Екатерина воспользовалась этой минутой, чтобы скрыться к себе.

Когда государыня вошла в свои покои, на ней лица не было. В ней кипели бешенство, злоба, презрение. На лице её отражались, казалось, все страсти, но над всем преобладало сознание нестерпимого оскорбления; преобладало чувство горькой нравственной обиды, которая её туманила, ослабляла. Она вспомнить не могла, что с ней было, и дрожала от волнения, вне себя, вне сознания.

За ней шёл граф Строгонов. Но шёл он не с улыбкой придворного, рассказывающего смешной анекдот, городскую болтовню, и не с любезным видом петиметра, желающего увлечь свою даму, а с выражением истинного участия, с выражением действительного сожаления и преданности.

   — Успокойтесь, ваше величество, ради Бога, успокойтесь! — говорил Строгонов. — Государь был вне себя. Он сам не помнит, что он сказал! Множество тостов, весь этот шум, усталость ещё от вечера его отуманили. Можно сказать, у него сорвалось... он сказал нечаянно... Можно ли принимать к сердцу слова человека, который сказал их не помня себя?

   — Он мог не помнить себя — как ему угодно; но должен был помнить, кто я! — нервно отвечала Екатерина. — Разве он мог забыть, откуда и какую он меня взял? Разве мог забыть всё моё снисхождение, терпение, сдержанность? Сколько несправедливых упрёков, сколько ядовитых насмешек вынесла я ещё при жизни покойной государыни за его полную ни к чему негодность? Сколько было науськиваний, подстреканий, злобных рассказов и клеветы, на которые сдавалась даже покойная тётушка, — и всё из-за того, в чём был виноват только он! И это было не год, не два, а почти семь лет! Семь лет я не виновата была против него даже и мыслию, тогда как он виноват был предо мною с первой минуты. И он смеет говорить, смеет бросать мне в глаза слово, которое мог слышать только в своих казармах, куда собралась сволочь со всего света и где он слушает немецких негодяев, заслуживших у себя клеймо и виселицу. И он смеет говорить, смеет равнять меня с этой уличной швалью? И когда же? Где? В царском дворце, в присутствии, можно сказать, всей Европы. Наконец, в присутствии этой... с которою, напоказ всем... И это я должна видеть, должна переносить... нет, я, кажется, с ума сойду.

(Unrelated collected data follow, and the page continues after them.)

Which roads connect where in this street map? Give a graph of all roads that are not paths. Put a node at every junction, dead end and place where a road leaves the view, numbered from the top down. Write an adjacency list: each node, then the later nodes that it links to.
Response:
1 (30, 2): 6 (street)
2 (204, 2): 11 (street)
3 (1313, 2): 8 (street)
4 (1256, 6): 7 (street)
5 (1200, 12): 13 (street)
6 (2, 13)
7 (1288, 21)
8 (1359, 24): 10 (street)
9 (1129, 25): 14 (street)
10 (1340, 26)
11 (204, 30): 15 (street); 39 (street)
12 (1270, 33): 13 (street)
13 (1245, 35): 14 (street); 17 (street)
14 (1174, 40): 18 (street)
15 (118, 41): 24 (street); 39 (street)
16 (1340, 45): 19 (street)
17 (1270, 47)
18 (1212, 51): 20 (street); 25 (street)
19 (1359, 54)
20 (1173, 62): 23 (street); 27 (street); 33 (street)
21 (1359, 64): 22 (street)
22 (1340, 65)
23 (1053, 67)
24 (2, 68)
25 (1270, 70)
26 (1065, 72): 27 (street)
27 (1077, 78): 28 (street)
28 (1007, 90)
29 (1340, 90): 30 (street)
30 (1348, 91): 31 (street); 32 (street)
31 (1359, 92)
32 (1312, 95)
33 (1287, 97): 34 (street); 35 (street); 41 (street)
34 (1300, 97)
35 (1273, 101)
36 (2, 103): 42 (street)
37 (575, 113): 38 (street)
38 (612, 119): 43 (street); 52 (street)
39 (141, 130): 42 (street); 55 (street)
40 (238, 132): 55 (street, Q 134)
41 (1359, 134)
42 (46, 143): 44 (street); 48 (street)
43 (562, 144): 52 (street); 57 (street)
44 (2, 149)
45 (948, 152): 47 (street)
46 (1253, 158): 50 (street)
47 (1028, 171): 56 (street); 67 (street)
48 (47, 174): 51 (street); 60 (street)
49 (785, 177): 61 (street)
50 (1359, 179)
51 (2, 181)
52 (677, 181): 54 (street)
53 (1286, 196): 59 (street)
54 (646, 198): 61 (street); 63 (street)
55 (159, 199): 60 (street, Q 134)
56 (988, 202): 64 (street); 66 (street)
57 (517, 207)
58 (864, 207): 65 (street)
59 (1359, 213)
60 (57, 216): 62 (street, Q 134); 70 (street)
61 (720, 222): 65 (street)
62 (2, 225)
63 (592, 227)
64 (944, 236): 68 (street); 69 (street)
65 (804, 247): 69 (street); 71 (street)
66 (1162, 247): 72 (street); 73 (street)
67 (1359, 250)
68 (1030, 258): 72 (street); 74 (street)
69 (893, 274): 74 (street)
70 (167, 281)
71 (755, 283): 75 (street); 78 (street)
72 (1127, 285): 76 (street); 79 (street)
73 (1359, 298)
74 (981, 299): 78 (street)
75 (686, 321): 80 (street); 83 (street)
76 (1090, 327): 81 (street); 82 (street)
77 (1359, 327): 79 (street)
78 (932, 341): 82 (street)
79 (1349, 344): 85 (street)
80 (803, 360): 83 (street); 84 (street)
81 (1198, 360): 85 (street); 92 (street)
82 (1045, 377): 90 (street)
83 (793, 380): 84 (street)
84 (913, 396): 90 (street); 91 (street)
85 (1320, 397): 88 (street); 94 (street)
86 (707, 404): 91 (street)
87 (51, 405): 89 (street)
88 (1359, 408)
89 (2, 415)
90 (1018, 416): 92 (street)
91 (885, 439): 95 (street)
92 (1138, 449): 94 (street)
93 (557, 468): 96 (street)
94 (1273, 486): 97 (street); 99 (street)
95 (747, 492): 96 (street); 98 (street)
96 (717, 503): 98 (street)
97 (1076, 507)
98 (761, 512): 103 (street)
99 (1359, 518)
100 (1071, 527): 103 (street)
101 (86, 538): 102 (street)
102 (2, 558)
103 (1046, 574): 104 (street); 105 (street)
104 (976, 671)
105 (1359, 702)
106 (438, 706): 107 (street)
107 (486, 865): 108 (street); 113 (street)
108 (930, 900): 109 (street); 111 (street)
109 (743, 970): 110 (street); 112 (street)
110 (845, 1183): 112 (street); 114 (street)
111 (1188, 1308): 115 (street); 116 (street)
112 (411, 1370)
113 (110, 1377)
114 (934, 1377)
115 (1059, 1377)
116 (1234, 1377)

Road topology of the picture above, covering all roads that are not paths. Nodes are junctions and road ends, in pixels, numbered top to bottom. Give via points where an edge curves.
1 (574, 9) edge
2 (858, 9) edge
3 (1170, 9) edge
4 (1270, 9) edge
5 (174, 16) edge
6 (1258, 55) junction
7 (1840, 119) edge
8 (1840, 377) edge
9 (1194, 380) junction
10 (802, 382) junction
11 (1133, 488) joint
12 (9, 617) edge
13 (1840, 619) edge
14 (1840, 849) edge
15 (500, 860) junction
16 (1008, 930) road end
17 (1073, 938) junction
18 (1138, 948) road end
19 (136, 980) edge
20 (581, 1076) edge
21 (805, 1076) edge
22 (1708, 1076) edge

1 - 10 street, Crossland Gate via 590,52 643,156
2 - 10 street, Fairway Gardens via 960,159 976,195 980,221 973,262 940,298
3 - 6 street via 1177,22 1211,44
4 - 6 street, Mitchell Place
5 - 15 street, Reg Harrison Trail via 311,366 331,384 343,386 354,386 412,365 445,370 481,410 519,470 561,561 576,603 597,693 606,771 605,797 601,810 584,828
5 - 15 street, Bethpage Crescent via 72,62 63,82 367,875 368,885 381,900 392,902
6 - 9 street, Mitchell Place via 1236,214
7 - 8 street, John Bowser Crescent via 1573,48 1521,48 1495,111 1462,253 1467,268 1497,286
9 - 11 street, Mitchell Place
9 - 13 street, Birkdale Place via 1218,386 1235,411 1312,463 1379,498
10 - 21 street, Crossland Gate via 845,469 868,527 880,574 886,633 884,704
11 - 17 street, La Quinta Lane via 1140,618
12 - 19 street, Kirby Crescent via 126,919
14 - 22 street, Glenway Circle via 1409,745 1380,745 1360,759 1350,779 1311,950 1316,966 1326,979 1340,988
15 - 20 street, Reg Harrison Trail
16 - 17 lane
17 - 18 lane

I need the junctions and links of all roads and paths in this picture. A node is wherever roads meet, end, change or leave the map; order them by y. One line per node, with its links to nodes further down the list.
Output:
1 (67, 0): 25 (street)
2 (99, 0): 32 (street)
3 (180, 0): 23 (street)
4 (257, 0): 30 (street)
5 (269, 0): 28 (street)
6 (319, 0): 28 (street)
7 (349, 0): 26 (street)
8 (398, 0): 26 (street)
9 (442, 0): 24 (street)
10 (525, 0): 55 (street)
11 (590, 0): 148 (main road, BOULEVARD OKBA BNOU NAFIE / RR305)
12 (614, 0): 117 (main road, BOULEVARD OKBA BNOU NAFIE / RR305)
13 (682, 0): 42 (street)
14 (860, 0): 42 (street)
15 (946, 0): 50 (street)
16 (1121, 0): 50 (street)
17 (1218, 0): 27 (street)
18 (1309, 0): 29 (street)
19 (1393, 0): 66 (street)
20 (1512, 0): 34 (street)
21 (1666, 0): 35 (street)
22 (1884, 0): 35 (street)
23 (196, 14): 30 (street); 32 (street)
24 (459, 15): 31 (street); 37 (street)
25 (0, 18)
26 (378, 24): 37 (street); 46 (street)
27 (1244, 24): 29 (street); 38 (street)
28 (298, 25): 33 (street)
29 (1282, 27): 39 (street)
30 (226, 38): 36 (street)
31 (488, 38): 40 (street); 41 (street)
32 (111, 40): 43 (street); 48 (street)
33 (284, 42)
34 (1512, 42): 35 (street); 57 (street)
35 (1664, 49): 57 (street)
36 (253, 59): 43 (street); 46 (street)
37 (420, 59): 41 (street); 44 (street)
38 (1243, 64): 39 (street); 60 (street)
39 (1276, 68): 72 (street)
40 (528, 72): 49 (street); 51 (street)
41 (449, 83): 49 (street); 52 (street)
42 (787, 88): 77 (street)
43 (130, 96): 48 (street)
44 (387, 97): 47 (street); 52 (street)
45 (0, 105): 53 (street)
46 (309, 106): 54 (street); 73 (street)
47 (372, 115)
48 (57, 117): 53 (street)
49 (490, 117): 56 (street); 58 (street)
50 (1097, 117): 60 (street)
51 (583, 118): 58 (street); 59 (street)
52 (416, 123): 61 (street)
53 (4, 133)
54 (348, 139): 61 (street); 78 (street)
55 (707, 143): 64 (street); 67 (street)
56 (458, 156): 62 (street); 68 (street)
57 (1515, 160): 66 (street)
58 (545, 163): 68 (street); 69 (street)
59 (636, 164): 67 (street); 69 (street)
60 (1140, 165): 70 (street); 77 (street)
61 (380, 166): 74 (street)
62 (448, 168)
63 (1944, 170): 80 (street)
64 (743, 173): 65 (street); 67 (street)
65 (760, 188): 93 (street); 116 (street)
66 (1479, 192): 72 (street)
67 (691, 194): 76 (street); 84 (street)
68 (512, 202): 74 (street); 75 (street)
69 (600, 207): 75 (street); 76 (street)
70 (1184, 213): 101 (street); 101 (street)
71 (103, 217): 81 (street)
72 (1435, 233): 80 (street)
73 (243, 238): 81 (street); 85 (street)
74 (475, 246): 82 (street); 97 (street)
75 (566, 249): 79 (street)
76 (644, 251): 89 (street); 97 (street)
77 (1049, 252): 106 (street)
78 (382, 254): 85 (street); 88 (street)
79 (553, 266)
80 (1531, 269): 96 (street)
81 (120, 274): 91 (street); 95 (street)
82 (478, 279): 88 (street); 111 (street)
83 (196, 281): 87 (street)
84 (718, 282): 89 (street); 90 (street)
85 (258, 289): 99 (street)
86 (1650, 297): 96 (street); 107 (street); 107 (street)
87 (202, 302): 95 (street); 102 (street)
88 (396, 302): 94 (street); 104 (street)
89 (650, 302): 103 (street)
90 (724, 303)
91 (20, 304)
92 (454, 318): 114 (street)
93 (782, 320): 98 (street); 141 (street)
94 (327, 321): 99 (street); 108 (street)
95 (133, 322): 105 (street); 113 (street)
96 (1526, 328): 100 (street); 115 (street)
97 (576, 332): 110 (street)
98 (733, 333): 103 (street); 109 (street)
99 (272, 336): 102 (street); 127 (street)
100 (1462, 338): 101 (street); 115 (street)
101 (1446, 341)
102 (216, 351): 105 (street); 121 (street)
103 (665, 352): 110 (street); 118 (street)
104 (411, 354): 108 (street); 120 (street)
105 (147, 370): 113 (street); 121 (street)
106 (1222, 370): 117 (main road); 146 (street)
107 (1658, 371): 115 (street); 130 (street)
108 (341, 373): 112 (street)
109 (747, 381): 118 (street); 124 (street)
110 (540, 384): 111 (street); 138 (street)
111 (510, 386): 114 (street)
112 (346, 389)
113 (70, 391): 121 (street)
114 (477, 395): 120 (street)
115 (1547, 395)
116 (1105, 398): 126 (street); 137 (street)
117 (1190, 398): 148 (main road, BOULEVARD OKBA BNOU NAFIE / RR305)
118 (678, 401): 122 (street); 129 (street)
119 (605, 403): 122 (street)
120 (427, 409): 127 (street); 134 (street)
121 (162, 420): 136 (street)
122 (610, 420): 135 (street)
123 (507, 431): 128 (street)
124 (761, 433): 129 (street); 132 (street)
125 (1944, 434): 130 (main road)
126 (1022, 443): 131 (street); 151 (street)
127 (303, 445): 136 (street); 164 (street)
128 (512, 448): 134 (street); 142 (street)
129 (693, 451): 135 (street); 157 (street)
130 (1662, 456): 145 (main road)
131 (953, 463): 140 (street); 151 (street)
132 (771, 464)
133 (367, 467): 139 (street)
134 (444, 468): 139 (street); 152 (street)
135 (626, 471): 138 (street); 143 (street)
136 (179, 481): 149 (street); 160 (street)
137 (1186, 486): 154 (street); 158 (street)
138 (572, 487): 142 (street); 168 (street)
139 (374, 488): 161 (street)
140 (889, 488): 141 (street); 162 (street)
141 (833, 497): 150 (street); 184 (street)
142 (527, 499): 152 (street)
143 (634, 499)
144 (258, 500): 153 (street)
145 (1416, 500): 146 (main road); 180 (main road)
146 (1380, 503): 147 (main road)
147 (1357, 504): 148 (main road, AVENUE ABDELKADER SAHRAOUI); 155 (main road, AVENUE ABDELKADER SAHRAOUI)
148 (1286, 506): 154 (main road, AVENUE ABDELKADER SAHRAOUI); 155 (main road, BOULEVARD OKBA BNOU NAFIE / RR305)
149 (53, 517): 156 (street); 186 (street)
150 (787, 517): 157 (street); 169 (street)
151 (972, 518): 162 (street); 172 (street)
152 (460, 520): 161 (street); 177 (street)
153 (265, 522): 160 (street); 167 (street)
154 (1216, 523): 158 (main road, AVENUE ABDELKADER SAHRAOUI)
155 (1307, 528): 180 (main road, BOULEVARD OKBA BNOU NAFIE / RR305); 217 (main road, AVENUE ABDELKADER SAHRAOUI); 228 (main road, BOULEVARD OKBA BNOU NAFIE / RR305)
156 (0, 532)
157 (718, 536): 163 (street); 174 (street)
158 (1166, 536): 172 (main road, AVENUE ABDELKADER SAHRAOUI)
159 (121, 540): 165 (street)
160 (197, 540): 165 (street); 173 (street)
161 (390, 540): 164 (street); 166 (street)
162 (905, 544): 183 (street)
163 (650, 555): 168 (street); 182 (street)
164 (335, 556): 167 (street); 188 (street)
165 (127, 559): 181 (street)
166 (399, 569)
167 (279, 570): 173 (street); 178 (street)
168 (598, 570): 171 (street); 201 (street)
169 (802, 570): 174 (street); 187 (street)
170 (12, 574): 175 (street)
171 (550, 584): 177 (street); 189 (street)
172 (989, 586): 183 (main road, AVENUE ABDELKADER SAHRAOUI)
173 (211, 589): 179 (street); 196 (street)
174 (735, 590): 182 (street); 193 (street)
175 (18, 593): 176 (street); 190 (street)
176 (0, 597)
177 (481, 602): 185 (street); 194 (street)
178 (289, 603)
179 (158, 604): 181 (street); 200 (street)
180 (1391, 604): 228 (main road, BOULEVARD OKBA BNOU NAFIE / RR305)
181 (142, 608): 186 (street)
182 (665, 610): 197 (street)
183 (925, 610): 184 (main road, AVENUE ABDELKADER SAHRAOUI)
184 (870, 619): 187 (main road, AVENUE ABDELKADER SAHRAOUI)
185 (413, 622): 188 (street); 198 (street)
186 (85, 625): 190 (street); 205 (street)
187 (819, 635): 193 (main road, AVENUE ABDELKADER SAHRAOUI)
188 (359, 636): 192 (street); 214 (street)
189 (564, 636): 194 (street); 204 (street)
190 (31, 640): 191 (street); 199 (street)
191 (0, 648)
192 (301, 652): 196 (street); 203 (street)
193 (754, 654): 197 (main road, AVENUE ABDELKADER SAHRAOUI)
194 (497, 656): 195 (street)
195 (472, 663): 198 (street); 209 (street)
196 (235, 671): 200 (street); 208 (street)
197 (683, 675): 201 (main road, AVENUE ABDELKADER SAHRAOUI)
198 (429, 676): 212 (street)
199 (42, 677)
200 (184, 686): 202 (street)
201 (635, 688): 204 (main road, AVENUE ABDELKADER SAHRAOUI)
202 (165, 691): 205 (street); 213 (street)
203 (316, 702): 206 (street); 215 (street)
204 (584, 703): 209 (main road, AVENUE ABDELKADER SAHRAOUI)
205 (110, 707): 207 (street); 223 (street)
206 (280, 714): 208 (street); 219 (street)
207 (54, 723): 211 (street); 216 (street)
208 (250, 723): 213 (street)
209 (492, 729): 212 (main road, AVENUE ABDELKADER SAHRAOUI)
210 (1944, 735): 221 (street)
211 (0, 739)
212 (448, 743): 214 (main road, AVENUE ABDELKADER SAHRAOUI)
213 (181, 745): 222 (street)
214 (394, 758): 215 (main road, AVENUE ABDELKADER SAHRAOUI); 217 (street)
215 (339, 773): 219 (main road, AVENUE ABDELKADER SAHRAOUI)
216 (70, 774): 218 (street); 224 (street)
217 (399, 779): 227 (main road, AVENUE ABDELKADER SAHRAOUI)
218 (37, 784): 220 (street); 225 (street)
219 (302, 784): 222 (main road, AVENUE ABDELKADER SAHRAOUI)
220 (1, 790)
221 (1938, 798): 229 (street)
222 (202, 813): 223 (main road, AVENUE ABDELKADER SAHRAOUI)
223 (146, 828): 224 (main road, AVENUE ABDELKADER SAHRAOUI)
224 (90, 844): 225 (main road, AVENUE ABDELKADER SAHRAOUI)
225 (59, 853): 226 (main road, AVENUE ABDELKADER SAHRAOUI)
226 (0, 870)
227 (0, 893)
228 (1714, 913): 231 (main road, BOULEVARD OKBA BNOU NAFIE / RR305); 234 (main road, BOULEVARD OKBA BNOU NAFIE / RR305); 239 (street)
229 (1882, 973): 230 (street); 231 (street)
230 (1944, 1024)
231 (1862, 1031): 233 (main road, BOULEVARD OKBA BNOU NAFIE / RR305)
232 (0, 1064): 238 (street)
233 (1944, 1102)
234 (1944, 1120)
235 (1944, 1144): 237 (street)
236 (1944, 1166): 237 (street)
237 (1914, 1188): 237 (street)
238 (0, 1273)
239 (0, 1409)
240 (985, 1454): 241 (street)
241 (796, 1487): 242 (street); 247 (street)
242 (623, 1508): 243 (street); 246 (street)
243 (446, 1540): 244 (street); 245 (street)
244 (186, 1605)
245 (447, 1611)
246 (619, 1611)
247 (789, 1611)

И столько мести, столько непримиримой ненависти было в её лице, столько сознания кровного оскорбления, что Строгонов, взглянув на неё, даже испугался. Он понял, что тут слова напрасны, что она не простит и что всякое слово за него будет ей обида. Он замолчал.

Екатерина в это время сорвала с себя бриллианты, обрывая с ними и кружева, и бросила всё это с горячностью на стол.

   — И он думает, что он...

Вероятно, в мыслях Екатерины за этим должен был следовать поток упрёков ещё более резких; но она опомнилась, пересилила себя и не сказала ни слова.

Прошло несколько секунд обоюдного молчания; наконец Строгонов сказал:

   — Государыня! Позвольте мне, во всяком случае, выразить то глубокое чувство сожаления о случившемся, которое вызывает незаслуженное оскорбление. Видит Бог, что, если бы я мог его предупредить, я не пожалел бы жизни...

   — Верю вам, граф, и благодарю! Вы и так много сделали для меня участием вашим и вашим разговором. Вы помогли мне проглотить это неслыханное оскорбление — в приличной форме. Теперь прошу вас, ступайте, узнайте: не придумано ли ещё чего-нибудь с их стороны, чтобы меня унизить; и если что-нибудь есть, то хоть предупредите меня!

С этими словами она протянула ему руку, которую граф почтительно поцеловал.

Выйдя из её гостиной, он сейчас же увидел, что Екатерина хорошо знала своего мужа и действительно могла ожидать всего, когда говорила: «...не придумали ли они ещё чего-нибудь, чтобы меня унизить».

При самом выходе из гостиной императрицы он встретил личного адъютанта государя, полковника князя Ивана Сергеевича Барятинского.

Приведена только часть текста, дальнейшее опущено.